[Recorded data — start]

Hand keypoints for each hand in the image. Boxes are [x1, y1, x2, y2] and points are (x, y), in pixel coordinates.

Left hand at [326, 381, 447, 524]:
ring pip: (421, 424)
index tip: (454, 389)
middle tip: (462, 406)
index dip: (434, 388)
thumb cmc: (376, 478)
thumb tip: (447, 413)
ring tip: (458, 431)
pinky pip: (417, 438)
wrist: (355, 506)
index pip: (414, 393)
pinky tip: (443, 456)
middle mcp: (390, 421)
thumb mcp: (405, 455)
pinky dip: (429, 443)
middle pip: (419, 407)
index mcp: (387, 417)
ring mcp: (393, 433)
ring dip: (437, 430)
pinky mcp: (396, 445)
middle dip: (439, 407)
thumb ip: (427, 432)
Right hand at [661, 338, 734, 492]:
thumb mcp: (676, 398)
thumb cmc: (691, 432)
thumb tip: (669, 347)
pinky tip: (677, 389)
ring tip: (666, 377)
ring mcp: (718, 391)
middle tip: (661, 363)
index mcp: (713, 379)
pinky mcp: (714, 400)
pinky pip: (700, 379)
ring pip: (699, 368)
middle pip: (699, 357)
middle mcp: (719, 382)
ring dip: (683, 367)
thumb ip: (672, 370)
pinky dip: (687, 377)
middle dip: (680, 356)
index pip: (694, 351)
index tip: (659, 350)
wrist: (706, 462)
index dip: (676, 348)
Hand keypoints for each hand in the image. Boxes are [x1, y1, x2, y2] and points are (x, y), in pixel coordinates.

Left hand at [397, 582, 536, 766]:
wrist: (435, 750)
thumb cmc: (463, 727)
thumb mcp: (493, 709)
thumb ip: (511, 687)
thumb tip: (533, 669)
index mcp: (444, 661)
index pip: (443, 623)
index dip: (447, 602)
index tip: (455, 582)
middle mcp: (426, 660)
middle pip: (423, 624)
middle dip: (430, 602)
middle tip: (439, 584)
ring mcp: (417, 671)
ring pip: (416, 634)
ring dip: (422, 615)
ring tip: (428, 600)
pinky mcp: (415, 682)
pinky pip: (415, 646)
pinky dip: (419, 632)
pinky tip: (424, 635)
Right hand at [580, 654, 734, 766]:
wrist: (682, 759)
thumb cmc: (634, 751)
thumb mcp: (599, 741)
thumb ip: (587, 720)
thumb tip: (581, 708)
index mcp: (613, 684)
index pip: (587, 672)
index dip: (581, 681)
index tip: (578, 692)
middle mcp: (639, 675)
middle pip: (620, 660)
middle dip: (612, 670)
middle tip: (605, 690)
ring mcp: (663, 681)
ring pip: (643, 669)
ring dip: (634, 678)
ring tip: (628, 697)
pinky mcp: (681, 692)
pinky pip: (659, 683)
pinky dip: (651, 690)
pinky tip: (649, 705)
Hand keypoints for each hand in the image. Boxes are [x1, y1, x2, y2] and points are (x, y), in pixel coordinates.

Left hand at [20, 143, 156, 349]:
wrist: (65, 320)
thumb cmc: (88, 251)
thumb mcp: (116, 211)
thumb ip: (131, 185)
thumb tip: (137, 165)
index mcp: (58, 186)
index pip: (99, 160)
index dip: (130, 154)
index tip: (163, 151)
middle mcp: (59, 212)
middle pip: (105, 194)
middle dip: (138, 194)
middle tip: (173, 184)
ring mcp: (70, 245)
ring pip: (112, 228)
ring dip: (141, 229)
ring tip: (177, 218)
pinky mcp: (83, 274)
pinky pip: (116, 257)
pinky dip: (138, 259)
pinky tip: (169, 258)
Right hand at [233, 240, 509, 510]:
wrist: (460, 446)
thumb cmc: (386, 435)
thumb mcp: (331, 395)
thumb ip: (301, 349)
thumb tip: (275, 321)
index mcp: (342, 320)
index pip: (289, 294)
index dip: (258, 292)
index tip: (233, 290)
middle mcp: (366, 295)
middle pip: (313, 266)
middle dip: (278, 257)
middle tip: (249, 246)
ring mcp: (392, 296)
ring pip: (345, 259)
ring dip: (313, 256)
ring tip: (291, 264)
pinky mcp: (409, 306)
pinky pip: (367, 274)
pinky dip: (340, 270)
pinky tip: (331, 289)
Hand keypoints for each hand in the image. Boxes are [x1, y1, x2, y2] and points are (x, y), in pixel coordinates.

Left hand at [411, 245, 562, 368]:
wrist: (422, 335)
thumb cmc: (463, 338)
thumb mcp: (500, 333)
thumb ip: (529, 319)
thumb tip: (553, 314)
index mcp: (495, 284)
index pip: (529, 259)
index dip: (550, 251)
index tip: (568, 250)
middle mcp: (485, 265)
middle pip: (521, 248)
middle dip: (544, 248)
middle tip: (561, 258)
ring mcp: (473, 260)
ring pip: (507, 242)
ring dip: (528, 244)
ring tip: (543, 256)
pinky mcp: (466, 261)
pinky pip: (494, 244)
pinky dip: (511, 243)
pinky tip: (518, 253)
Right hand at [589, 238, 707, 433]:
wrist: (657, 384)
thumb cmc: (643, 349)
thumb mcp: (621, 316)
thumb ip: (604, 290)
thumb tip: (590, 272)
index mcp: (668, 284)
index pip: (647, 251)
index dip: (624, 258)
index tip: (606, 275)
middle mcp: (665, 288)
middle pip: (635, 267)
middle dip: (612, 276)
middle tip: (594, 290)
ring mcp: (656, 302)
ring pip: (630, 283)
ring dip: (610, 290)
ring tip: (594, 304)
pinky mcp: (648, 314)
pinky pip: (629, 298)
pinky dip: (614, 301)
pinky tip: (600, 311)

[Recorded data — finish]

Instructions to follow:
Exact reproduction of the lines from the top of the material through the line where "pinky mcp: (714, 400)" appears is required, both boundary lines included, with no other output.

Exercise response:
Hand keypoints for each hand in the image. Boxes are [x1, y1, x2, y2] and points are (x, y), in pixel coordinates.

Left hand at [326, 381, 447, 524]:
ring pip: (421, 424)
index tip: (454, 389)
middle tip: (462, 406)
index dip: (434, 388)
thumb cmc: (376, 478)
thumb tip: (447, 413)
ring tip: (458, 431)
pinky pip: (417, 438)
wrist: (355, 506)
index pip: (414, 393)
pinky tip: (443, 456)
middle mcp: (390, 421)
thumb mcp: (405, 455)
pinky dip: (429, 443)
middle pip: (419, 407)
index mcp: (387, 417)
ring mcp: (393, 433)
ring dip: (437, 430)
pinky mcp: (396, 445)
middle dip: (439, 407)
thumb ip: (427, 432)
Right hand at [661, 338, 734, 492]:
thumb mcp: (676, 398)
thumb cmc: (691, 432)
thumb tip: (669, 347)
pinky tip: (677, 389)
ring tip: (666, 377)
ring mcp: (718, 391)
middle tip: (661, 363)
index mcp: (713, 379)
pinky mcp: (714, 400)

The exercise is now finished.